In breve: il diritto di precedenza per lo scorrimento spetta a te, ovvero al primo candidato in ordine di merito non vincitore.

Ecco perché la tua posizione è (ragionevolmente) sicura rispetto all’altra riserva:

1. Il principio della “quota d’obbligo”

La riserva prevista dall’Art. 18, comma 4 del D. Lgs. 40/2017 (Servizio Civile Universale) garantisce che una quota dei posti (il 15% nei concorsi pubblici) sia destinata ai volontari. Nel tuo bando, questa quota era fissata a 1 posto su 2.

Una volta che il primo dei riservatari è stato assunto, la quota d’obbligo prevista dal bando è stata soddisfatta. La riserva non è un “pass perpetuo” che scavalca la graduatoria di merito per sempre; serve solo a garantire che quella specifica fetta di posti iniziali sia coperta.

2. Lo scorrimento segue il merito

Salvo clausole molto specifiche e rare nel bando, la giurisprudenza prevalente (e il D.P.R. 487/1994) prevede che:

  • I posti messi a concorso inizialmente rispettino le riserve.
  • Gli scorrimenti successivi (per rinunce o nuove necessità assunzionali) debbano seguire l’ordine di merito generale, a meno che non si debba riequilibrare una quota di riserva che non è stata ancora raggiunta sul totale dei posti.

Nel tuo caso:

  1. Posti totali: 2.
  2. Posto 1: Vincitore per merito.
  3. Posto 2: Vincitore per riserva (giustamente, perché un posto era riservato).
  4. Scorrimento: Poiché la riserva è già stata “consumata” dal candidato che ha vinto il secondo posto, per il terzo eventuale posto (il primo dello scorrimento) si torna a scorrere la graduatoria secondo il punteggio. Tu, essendo secondo assoluto, sei il primo della lista.

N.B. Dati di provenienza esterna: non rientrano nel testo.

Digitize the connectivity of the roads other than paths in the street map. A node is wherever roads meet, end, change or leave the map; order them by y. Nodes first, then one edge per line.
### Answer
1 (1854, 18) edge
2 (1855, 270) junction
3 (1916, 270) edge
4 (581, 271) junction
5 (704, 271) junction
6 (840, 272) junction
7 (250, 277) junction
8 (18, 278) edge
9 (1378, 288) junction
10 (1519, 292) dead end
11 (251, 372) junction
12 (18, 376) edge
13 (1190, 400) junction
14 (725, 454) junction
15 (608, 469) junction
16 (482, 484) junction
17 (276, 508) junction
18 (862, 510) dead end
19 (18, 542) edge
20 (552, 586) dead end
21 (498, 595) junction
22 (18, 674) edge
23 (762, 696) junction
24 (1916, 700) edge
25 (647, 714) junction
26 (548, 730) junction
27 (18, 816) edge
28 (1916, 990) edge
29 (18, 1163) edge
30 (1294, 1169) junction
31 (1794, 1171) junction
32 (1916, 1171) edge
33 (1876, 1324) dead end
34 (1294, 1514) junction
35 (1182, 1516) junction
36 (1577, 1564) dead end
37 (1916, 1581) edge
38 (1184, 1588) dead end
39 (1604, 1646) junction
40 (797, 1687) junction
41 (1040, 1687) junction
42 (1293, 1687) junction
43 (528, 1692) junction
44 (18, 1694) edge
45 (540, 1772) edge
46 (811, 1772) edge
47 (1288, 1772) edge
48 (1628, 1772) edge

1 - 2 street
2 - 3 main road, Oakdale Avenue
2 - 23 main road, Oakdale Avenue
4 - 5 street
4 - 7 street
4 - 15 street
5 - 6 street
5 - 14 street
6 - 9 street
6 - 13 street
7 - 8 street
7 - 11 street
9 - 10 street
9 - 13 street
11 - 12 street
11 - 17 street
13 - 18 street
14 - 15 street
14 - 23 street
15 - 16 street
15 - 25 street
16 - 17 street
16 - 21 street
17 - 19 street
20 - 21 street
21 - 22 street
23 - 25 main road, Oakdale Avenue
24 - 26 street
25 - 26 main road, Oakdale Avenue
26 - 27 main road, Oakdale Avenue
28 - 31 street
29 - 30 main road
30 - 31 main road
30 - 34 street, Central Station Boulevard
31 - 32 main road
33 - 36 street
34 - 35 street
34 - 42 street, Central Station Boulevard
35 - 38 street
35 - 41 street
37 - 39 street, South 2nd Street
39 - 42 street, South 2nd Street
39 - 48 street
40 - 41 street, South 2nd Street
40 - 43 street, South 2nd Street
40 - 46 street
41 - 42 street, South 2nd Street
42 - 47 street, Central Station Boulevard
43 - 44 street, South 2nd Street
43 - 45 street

3. La regola del 15% e i decimali

L’Art. 18 comma 4 parla di una riserva del 15%. Su 2 posti, la matematica direbbe $2 \times 0,15 = 0,3$. Poiché nel tuo bando hanno comunque messo un posto a riserva (probabilmente applicando arrotondamenti o norme interne dell’ente), hanno già “abbondato” a favore dei riservatari.

Perché scatti il diritto a una seconda riserva (quella dell’ultimo in graduatoria), l’ente dovrebbe assumere così tante persone da far sì che il 15% dei posti totali superi l’unità già coperta. Ad esempio, dovrebbero assumere almeno 7-10 persone in totale (a seconda di come il bando gestisce i decimali) prima che si debba dare un altro posto a un riservatario.

In sintesi

Se l’ente decide di chiamare una terza persona (scorrimento), la chiamata spetta a te in quanto primo degli idonei non vincitori per merito. L’altra riserva resta in fondo alla graduatoria e verrebbe “ripescata” solo se:

  1. Tutti quelli prima di lui (te compreso) rinunciassero.
  2. Il numero totale di assunzioni diventasse così alto da richiedere una seconda quota di riserva per legge.

Un consiglio: Controlla nel bando la sezione “Scorrimento della graduatoria”. Se non trovi diciture bizzarre del tipo “la riserva si applica a tutte le assunzioni future fino a esaurimento degli idonei riservatari” (molto improbabile e spesso illegittimo), puoi stare tranquillo.

Grazie tante per la risposta esaustiva e chiara!